Other priority programme areas that the department will recalibrate to save lives and protect livelihoods due to the Covid-19 pandemic include:
• finalising at least three new agreements on localisation and supplier development, following discussions with CEOs at fast food producers, hardware stores, grocery retailers and food and consumer goods manufacturers – CTFL retailers and manufacturers;
• provide trade support to local firms, both in the domestic market and for exports -complete talks with the EU on trade access; strengthen the actions against illegal imports; crack down further on customs fraud on imported goods, building on early successes by SARS and seek agreement to enable the AfCFTA to commence trade by the start of 2021;
• Focus on consolidating the presence of firms who have existing operations and help those who made investment pledges, to bring projects to fruition.

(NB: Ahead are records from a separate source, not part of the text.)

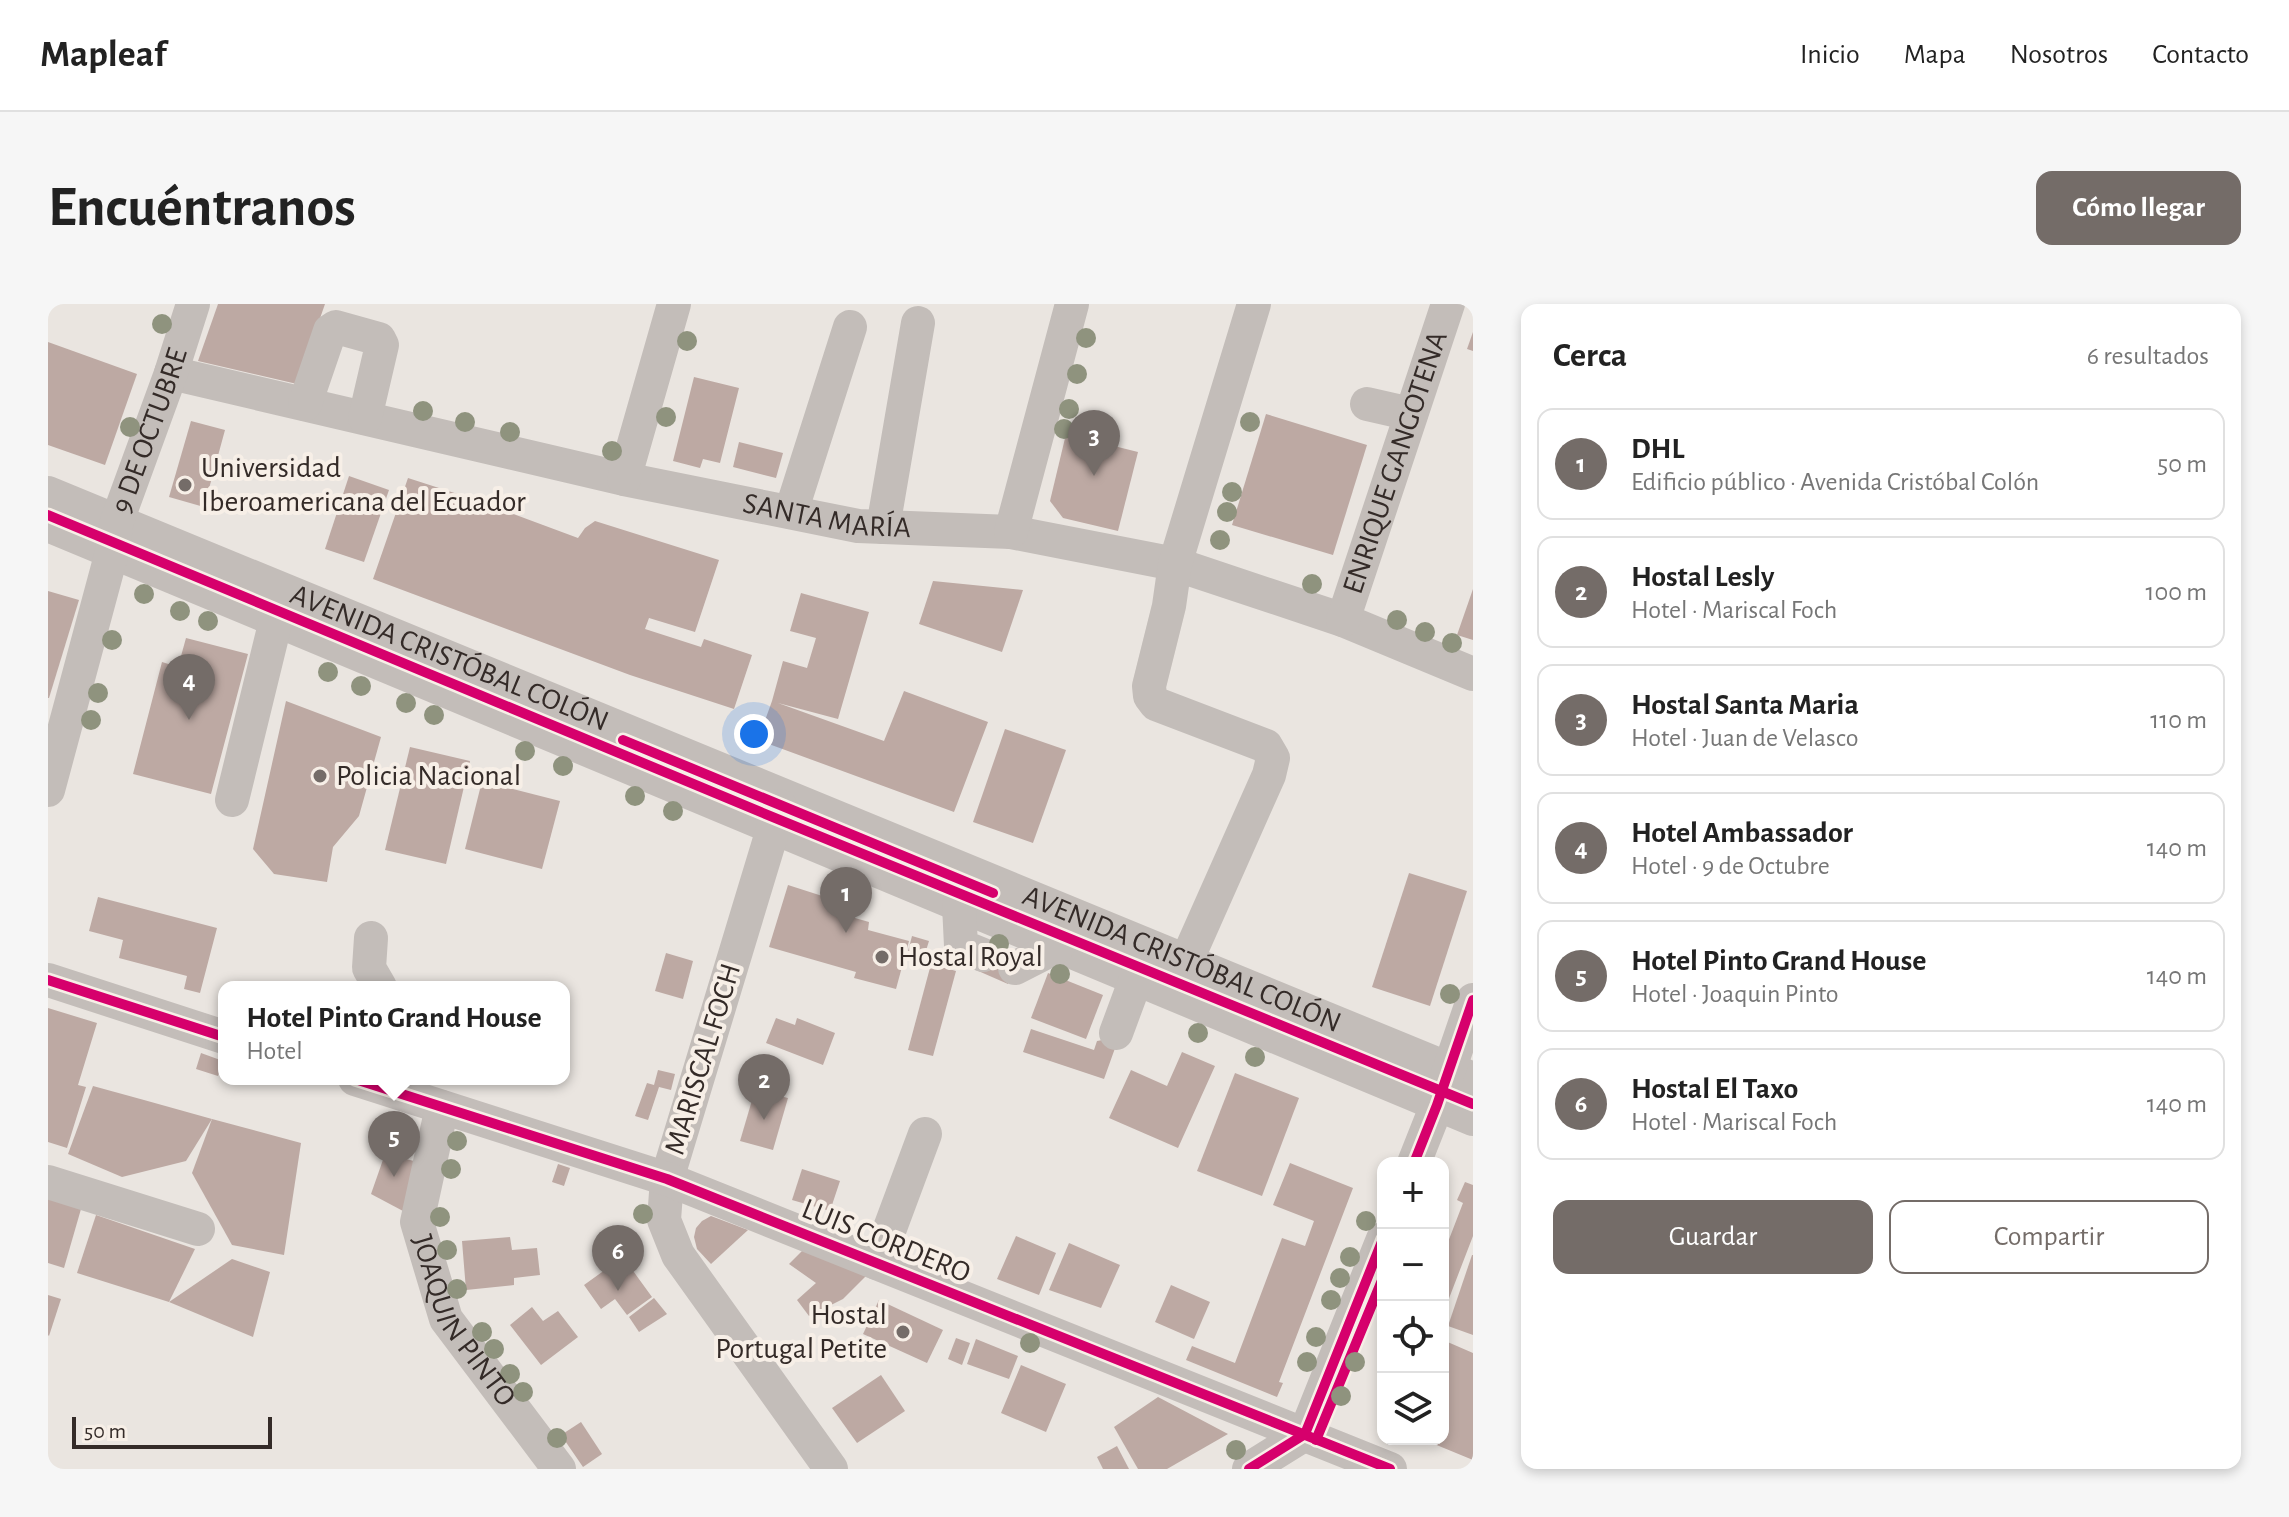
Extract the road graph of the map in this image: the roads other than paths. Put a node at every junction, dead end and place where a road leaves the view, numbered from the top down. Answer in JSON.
{"nodes":[{"id":1,"x":193,"y":304,"type":"edge"},
{"id":2,"x":674,"y":304,"type":"edge"},
{"id":3,"x":1072,"y":304,"type":"edge"},
{"id":4,"x":1254,"y":304,"type":"edge"},
{"id":5,"x":1448,"y":304,"type":"edge"},
{"id":6,"x":918,"y":323,"type":"dead end"},
{"id":7,"x":850,"y":327,"type":"dead end"},
{"id":8,"x":171,"y":373,"type":"junction"},
{"id":9,"x":305,"y":404,"type":"junction"},
{"id":10,"x":1367,"y":404,"type":"dead end"},
{"id":11,"x":1411,"y":414,"type":"junction"},
{"id":12,"x":365,"y":418,"type":"junction"},
{"id":13,"x":624,"y":479,"type":"junction"},
{"id":14,"x":48,"y":493,"type":"edge"},
{"id":15,"x":791,"y":512,"type":"junction"},
{"id":16,"x":48,"y":525,"type":"edge"},
{"id":17,"x":883,"y":527,"type":"junction"},
{"id":18,"x":1011,"y":532,"type":"junction"},
{"id":19,"x":115,"y":536,"type":"junction"},
{"id":20,"x":1175,"y":564,"type":"junction"},
{"id":21,"x":276,"y":620,"type":"junction"},
{"id":22,"x":1343,"y":620,"type":"junction"},
{"id":23,"x":1473,"y":674,"type":"edge"},
{"id":24,"x":48,"y":790,"type":"edge"},
{"id":25,"x":784,"y":796,"type":"junction"},
{"id":26,"x":232,"y":800,"type":"dead end"},
{"id":27,"x":773,"y":828,"type":"junction"},
{"id":28,"x":959,"y":905,"type":"junction"},
{"id":29,"x":371,"y":938,"type":"dead end"},
{"id":30,"x":1058,"y":946,"type":"junction"},
{"id":31,"x":983,"y":955,"type":"dead end"},
{"id":32,"x":1184,"y":961,"type":"junction"},
{"id":33,"x":1015,"y":968,"type":"dead end"},
{"id":34,"x":1136,"y":979,"type":"junction"},
{"id":35,"x":48,"y":980,"type":"edge"},
{"id":36,"x":377,"y":981,"type":"edge"},
{"id":37,"x":1473,"y":1000,"type":"edge"},
{"id":38,"x":1116,"y":1033,"type":"dead end"},
{"id":39,"x":218,"y":1035,"type":"edge"},
{"id":40,"x":1461,"y":1074,"type":"edge"},
{"id":41,"x":378,"y":1085,"type":"edge"},
{"id":42,"x":1437,"y":1105,"type":"junction"},
{"id":43,"x":442,"y":1107,"type":"junction"},
{"id":44,"x":1473,"y":1119,"type":"edge"},
{"id":45,"x":925,"y":1134,"type":"dead end"},
{"id":46,"x":1416,"y":1157,"type":"edge"},
{"id":47,"x":667,"y":1179,"type":"junction"},
{"id":48,"x":48,"y":1182,"type":"edge"},
{"id":49,"x":198,"y":1229,"type":"dead end"},
{"id":50,"x":1377,"y":1254,"type":"edge"},
{"id":51,"x":877,"y":1263,"type":"junction"},
{"id":52,"x":1305,"y":1434,"type":"junction"},
{"id":53,"x":559,"y":1469,"type":"edge"},
{"id":54,"x":831,"y":1469,"type":"edge"},
{"id":55,"x":1249,"y":1469,"type":"edge"},
{"id":56,"x":1390,"y":1469,"type":"edge"}],
"edges":[{"from":1,"to":8,"type":"street","name":"9 DE OCTUBRE"},
{"from":2,"to":13,"type":"street"},
{"from":3,"to":18,"type":"street"},
{"from":4,"to":20,"type":"street"},
{"from":5,"to":11,"type":"street","name":"ENRIQUE GANGOTENA"},
{"from":6,"to":17,"type":"street"},
{"from":7,"to":15,"type":"street"},
{"from":8,"to":9,"type":"street","name":"SANTA MARÍA"},
{"from":8,"to":19,"type":"street","name":"9 DE OCTUBRE"},
{"from":9,"to":12,"type":"street","name":"SANTA MARÍA"},
{"from":9,"to":12,"type":"street"},
{"from":10,"to":11,"type":"street"},
{"from":11,"to":22,"type":"street","name":"ENRIQUE GANGOTENA"},
{"from":12,"to":13,"type":"street","name":"SANTA MARÍA"},
{"from":13,"to":15,"type":"street","name":"SANTA MARÍA"},
{"from":14,"to":19,"type":"street","name":"AVENIDA CRISTÓBAL COLÓN"},
{"from":15,"to":17,"type":"street","name":"SANTA MARÍA"},
{"from":16,"to":19,"type":"street","name":"AVENIDA CRISTÓBAL COLÓN"},
{"from":17,"to":18,"type":"street","name":"SANTA MARÍA"},
{"from":18,"to":20,"type":"street","name":"SANTA MARÍA"},
{"from":19,"to":21,"type":"street","name":"AVENIDA CRISTÓBAL COLÓN"},
{"from":19,"to":24,"type":"street","name":"9 DE OCTUBRE"},
{"from":19,"to":25,"type":"street","name":"AVENIDA CRISTÓBAL COLÓN"},
{"from":20,"to":22,"type":"street","name":"SANTA MARÍA"},
{"from":20,"to":32,"type":"street"},
{"from":21,"to":26,"type":"street"},
{"from":21,"to":27,"type":"street","name":"AVENIDA CRISTÓBAL COLÓN"},
{"from":22,"to":23,"type":"street","name":"SANTA MARÍA"},
{"from":25,"to":27,"type":"street","name":"MARISCAL FOCH"},
{"from":25,"to":32,"type":"street","name":"AVENIDA CRISTÓBAL COLÓN"},
{"from":27,"to":28,"type":"street","name":"AVENIDA CRISTÓBAL COLÓN"},
{"from":27,"to":47,"type":"street","name":"MARISCAL FOCH"},
{"from":28,"to":30,"type":"street","name":"AVENIDA CRISTÓBAL COLÓN"},
{"from":28,"to":31,"type":"street"},
{"from":29,"to":36,"type":"street"},
{"from":30,"to":33,"type":"street"},
{"from":30,"to":34,"type":"street","name":"AVENIDA CRISTÓBAL COLÓN"},
{"from":32,"to":40,"type":"street","name":"AVENIDA CRISTÓBAL COLÓN"},
{"from":34,"to":38,"type":"street"},
{"from":34,"to":42,"type":"street","name":"AVENIDA CRISTÓBAL COLÓN"},
{"from":35,"to":39,"type":"street"},
{"from":37,"to":40,"type":"street"},
{"from":40,"to":42,"type":"street"},
{"from":41,"to":43,"type":"street","name":"LUIS CORDERO"},
{"from":42,"to":44,"type":"street","name":"AVENIDA CRISTÓBAL COLÓN"},
{"from":42,"to":46,"type":"street"},
{"from":43,"to":47,"type":"street","name":"LUIS CORDERO"},
{"from":43,"to":53,"type":"street","name":"JOAQUIN PINTO"},
{"from":45,"to":51,"type":"street"},
{"from":47,"to":51,"type":"street","name":"LUIS CORDERO"},
{"from":47,"to":54,"type":"street","name":"MARISCAL FOCH"},
{"from":48,"to":49,"type":"street"},
{"from":50,"to":52,"type":"street"},
{"from":51,"to":52,"type":"street","name":"LUIS CORDERO"},
{"from":52,"to":55,"type":"street"},
{"from":52,"to":56,"type":"street","name":"LUIS CORDERO"}]}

New areas for investment include deepening production of PPEs, medical equipment and pharmaceuticals; and
• providing non-financial support to Black Industrialists to complement the funding – over the next 5 years to mobilise or commit very large sums in funding for Black industrialists and firms.
In order to prepare for the post-Covid world, the minister declared that the department will “strengthen efforts around reconstruction and recovery, including broader pacts with workers and businesses, focused on saving as many firms and jobs; identifying new opportunities; embracing digital technologies to recover and change; addressing economic inclusion with greater urgency”.
The minister added that every directorate of the department and every agency will prioritise saving firms and jobs and provide reports on a monthly basis.
The performance of the 17 public entities falling under the department will be reviewed, opportunities to consolidate and merge some entities identified, underperformance addressed and, in the case of the National Lotteries Commission, greater transparency and improved governance promoted.
Meanwhile, in Government Gazette 43542, the economic development department announced mergers approved by the Competition Tribunal.
Mergers approved include the acquiring of ALZU Agri (Pty) Ltd by the Government Employees Pension Fund SOC Ltd; Dewfresh (Pty) Ltd by Emasa Holdings (Pty) Ltd and Omwieco (Pty) Ltd by Investec Bank Ltd.
In Notice 392, the trade, industry and competition department announced the initiation of the investigation into the extension of safeguard measures on imports of certain flat-rolled products of iron, non-alloy steel or other alloy steel (not including stainless steel), whether or not in coils (including products cut-to-length and ‘narrow strip’), not further worked than hot-rolled (hot-rolled flat), not clad, plated or coated, excluding grain-oriented silicon electrical steel.
The application was lodged by the South African Iron and Steel Institute (SAISI), an industry body, on behalf of ArcelorMittal South Africa Limited, the only producer of the subject product in the Southern African Customs Union (SACU).
The International Trade Administration Commission found that “prima facie information was submitted to indicate that the SACU industry was suffering serious injury and the expiry of the current safeguard measures will likely lead to the recurrence of serious injury”.